Art is the tie that binds – Taos, New Mexico, travel highlights

Art is the tie that binds – Taos, New Mexico, travel highlights – Brief Article

Vivian Holley

Creative flair energizes Taos, New Mexico

Among vacationers lured to northern New Mexico by its high-voltage, desert-mountain scenic splendor, there are those downhillers who swear by the ski slopes and seek their thrills only in the snowy winter months. Then there are those who favor fair summer weather when it’s prime time for sailing the vast blue skies in a hot-air balloon, tracing the multi-layered landscape on horseback, or rafting a sun-sparkled river.

Luckiest of all, though, are the art lovers, who can travel to the stunning sunstruck plateau of the Taos area at any time of the year with the certain knowledge that a visual feast awaits both indoors and out.

“The cultural scene is strong in summer, but it’s active in winter as well,” says Susan Mihalic, curriculum director at Taos Institute of Arts. “That’s because this is not just a place where art is sold, but where it is created.”

Indeed, art in all its aspects seems to be the lifestyle of choice in Taos and the potent theme of the rich-textured Native American and Hispanic tapestry of the region–including the celebrated center of Santa Fe. From galleries and museums to accommodations and attractions, art is the tie that binds.

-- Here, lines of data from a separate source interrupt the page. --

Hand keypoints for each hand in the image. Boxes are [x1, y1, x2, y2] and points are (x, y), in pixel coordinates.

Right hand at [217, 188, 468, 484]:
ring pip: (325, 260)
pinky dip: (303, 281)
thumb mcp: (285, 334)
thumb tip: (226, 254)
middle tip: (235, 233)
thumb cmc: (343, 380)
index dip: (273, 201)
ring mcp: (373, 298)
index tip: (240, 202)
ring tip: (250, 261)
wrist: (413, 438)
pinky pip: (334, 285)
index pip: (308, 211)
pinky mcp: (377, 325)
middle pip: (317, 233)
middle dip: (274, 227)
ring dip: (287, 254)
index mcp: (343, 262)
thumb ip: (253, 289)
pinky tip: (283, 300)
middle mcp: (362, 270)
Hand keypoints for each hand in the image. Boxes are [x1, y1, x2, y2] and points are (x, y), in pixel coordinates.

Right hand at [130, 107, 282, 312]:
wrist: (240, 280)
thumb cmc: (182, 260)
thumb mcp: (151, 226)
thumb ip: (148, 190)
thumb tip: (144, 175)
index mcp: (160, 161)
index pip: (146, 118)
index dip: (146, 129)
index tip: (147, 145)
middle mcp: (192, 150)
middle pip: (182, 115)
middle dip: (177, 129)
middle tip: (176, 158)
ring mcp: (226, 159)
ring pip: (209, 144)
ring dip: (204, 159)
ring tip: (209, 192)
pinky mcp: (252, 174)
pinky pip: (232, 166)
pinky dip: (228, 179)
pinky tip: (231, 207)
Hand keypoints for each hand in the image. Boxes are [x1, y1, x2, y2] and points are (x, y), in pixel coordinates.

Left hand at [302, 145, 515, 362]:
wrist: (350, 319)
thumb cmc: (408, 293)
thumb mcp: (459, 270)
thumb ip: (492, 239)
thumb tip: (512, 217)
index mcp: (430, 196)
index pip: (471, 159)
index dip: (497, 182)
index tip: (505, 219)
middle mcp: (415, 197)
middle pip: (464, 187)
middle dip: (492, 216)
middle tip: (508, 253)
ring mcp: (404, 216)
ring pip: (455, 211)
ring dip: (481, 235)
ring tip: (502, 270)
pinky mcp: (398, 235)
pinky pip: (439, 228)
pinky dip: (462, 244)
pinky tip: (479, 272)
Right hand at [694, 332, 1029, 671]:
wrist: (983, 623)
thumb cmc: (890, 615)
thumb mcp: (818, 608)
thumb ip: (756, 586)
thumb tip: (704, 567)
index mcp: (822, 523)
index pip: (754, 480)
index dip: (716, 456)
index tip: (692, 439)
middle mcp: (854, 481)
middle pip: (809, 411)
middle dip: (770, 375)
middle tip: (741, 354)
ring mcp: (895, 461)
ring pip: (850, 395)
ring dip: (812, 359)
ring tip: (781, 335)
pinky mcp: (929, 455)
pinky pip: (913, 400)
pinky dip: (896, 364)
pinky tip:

Galleries? Think nearly 100 of them in a vivid mix of styles and sizes. You can join other visitors in embarking on year-round “art walks” to sip wine with gallery owners and chat with artists.

Museums, too, are abundant and eclectic. Start with the Millicent Rogers Museum, a collection that began with the art patron’s assemblage of Native American jewelry and Navajo and Rio Grande weavings and grew to include wide-ranging arts and crafts, including a notable pottery exhibit, from the varied cultures of northern New Mexico.

A striking contrast to the elegant Rogers rooms, the Kit Carson Home & Museum is another must. Set in a portion of the famed frontiersman’s home, the collection includes artifacts and exhibits that tell the tale of Carson and his family. You’ll also want to take in the E. L. Blumenschein Home & Museum that depicts the lifestyle of Taos artists in the first half of the 20th century. (To visit seven museums, pick up the discounted combination ticket for $20, good for one year.) Throughout these rambles, souvenir seekers should keep in mind that some of the area’s most distinctive treasures are to be found in museum shops.

At bustling Taos Plaza, be sure to pop into Hotel La Fonda for a look at a display of memorabilia relating to New Mexico-connected author D. H. Lawrence. Then saunter across the venerable plaza and treat your tired feet to a rest and yourself to a cherry Coke at the Taos Trading Company’s vintage soda fountain.

One of the town’s most fascinating lures is a complex whose focus is the one-of-a-kind house–actually an inventive blending of several buildings–created by Russian painter, sculptor, and woodcarver Nicolai Fechin in the late 1920s. Restored by his daughter, Eya Fechin, and opened for tours in 1981 as the Fechin Institute, the adobe structure is a showcase of intricately carved furnishings, doors, windows, and stairways.

Steps away is the Southwestern-themed Fechin Inn, a reflection of the artist’s style with its handsome hand-carved doors, staircase, and reception desk. Hallways and rooms are hung with lithographs and prints of Fechin’s works, and most of the 85 guest rooms boast kiva fireplaces and balconies or patios with grand vistas of the Sangre de Cristo Mountains. On weekends, Richard Nichols, Rick Aragon, and other luminaries of the Nichols Studio and Gallery set up easels in the airy, light-washed lobby to work and mingle with guests.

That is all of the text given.